Slated for November 10 to 13, the prize will be awarded during the International Festival of Freedom of Expression and Press (FILEP) in Ouagadougou, the capital of Burkina Faso, organisers said in a letter to nominees.
Shortlisted candidates for the investigative journalism competition were drawn from four categories: newspaper press, radio, television and online press.
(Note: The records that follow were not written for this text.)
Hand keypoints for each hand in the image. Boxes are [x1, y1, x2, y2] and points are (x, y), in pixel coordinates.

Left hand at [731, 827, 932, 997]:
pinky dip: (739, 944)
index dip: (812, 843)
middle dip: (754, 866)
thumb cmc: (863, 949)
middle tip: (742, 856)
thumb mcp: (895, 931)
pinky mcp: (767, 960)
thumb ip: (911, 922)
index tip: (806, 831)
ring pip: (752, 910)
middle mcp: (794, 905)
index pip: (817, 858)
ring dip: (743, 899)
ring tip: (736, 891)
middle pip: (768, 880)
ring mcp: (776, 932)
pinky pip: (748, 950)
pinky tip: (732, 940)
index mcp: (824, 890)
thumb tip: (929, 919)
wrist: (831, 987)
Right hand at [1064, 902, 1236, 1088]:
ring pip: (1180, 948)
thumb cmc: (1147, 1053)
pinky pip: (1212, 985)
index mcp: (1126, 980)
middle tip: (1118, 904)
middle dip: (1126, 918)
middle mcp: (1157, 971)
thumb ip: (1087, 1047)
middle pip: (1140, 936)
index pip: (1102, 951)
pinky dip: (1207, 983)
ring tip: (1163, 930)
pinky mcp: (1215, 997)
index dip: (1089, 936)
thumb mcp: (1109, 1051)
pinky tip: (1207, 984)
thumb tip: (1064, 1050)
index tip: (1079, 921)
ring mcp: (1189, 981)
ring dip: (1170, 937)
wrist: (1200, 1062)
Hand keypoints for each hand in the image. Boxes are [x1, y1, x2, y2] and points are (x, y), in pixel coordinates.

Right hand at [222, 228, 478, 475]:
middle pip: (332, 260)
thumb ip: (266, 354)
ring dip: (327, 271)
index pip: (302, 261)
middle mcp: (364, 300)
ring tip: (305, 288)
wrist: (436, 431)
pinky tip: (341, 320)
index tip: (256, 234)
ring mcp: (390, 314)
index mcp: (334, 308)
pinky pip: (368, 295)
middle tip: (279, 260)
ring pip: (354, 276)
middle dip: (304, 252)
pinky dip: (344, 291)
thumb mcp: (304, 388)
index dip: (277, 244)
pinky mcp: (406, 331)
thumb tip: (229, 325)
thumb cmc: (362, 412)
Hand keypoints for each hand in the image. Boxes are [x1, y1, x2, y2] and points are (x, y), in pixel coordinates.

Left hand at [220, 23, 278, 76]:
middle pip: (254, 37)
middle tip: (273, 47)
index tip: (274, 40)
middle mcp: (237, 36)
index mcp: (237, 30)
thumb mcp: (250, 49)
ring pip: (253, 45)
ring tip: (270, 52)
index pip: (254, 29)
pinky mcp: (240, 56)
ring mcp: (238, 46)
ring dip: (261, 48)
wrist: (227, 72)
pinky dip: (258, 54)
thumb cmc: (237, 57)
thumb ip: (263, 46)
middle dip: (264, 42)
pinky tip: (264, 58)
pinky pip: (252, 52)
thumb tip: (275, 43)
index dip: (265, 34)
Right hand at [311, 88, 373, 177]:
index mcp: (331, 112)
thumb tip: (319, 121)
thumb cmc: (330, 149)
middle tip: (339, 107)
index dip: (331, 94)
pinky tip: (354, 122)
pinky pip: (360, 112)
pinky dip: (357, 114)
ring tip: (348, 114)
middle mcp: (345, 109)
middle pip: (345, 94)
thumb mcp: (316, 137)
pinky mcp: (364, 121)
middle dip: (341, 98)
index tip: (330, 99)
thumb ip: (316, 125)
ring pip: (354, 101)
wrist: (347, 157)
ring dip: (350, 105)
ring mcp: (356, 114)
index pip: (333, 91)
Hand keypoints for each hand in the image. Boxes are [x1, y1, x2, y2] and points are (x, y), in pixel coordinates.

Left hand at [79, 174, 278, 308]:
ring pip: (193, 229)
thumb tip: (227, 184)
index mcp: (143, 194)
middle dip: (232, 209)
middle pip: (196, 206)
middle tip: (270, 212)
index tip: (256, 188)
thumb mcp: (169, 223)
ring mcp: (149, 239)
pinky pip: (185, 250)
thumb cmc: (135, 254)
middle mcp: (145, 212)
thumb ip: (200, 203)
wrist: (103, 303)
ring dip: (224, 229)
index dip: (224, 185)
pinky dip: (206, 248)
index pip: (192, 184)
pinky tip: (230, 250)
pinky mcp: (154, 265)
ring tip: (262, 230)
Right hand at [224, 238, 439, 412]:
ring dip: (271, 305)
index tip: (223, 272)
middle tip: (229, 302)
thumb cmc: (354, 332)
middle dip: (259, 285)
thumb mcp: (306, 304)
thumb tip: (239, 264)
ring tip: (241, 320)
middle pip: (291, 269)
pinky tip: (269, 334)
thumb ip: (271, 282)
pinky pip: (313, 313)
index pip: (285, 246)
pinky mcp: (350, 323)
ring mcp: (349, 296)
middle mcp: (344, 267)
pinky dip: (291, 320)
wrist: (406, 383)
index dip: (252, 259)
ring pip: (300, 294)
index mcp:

Mr Akinpelu was nominated for the online category.
The winner of each category of the PAJI-NZ Prize for Investigative Journalism will receive a diploma, a trophy and a sum of 1,000,000 West African CFA francs.
The overall best winner from the four categories will receive the SEBGO D’OR award, a feat that comes with additional 1,000,000 CFA francs prize, a diploma and a trophy symbolizing the “SEBGO D’OR.” Henri Segbo was Mr Zongo’s pen name while he managed the newspaper L’Indépendant.
Mr Akinpelu, a fellow of the Premium Times Centre for Investigative Journalism (PTCIJ) Natural Resource and Extractives Programme on climate reporting and Civic Media Lab Criminal Justice Reporting programme, is a graduate of statistics from the University of Ibadan and has a penchant for books and wildlife.
Chuffed by the nomination, Mr Akinpelu said it came “at a time I least expected.”
He said it is always “fulfilling to tell the stories of others, hold people accountable and drive impact for societal benefit” but most importantly “it is always a pleasure to add to the body of knowledge in public discourse.”
“While I wish myself the best at the gala, I dedicate this recognition to everyone that has been a part of my development, especially my editors,” he said.
Before the launch of the PAJI-NZ award this year, the Norbert ZONGO Prize has been awarded to the best investigative journalists in Africa since 2007.
Organisers said the PAJI-NZ is aimed to promote and enhance investigative journalism in Africa, “a practice difficult to implement while it is absolutely essential to the democratic transition processes engaged in most countries of the continent.”
It was initiated in honour of Burkinabé journalist, Norbert Zongo, who was killed while conducting an investigation into the unresolved death of David Ouédraogo, driver of François Compaoré, the younger brother of President Blaise Compaoré of Burkina Faso.
Despite death threats, the late Zongo continued his investigation until he was murdered in a mafia-style on December 13, 1998.
His charred body was found alongside that of his brother Yembi, his colleague, Blaise Ilboudo and Abdouleye Nikiema, his driver in his Toyota Land cruiser car which was shot and burned on the side of the road in Sapouy, Ziro Province.
Mr Zongo is seen as the first writer in Burkina Faso to practice investigative journalism.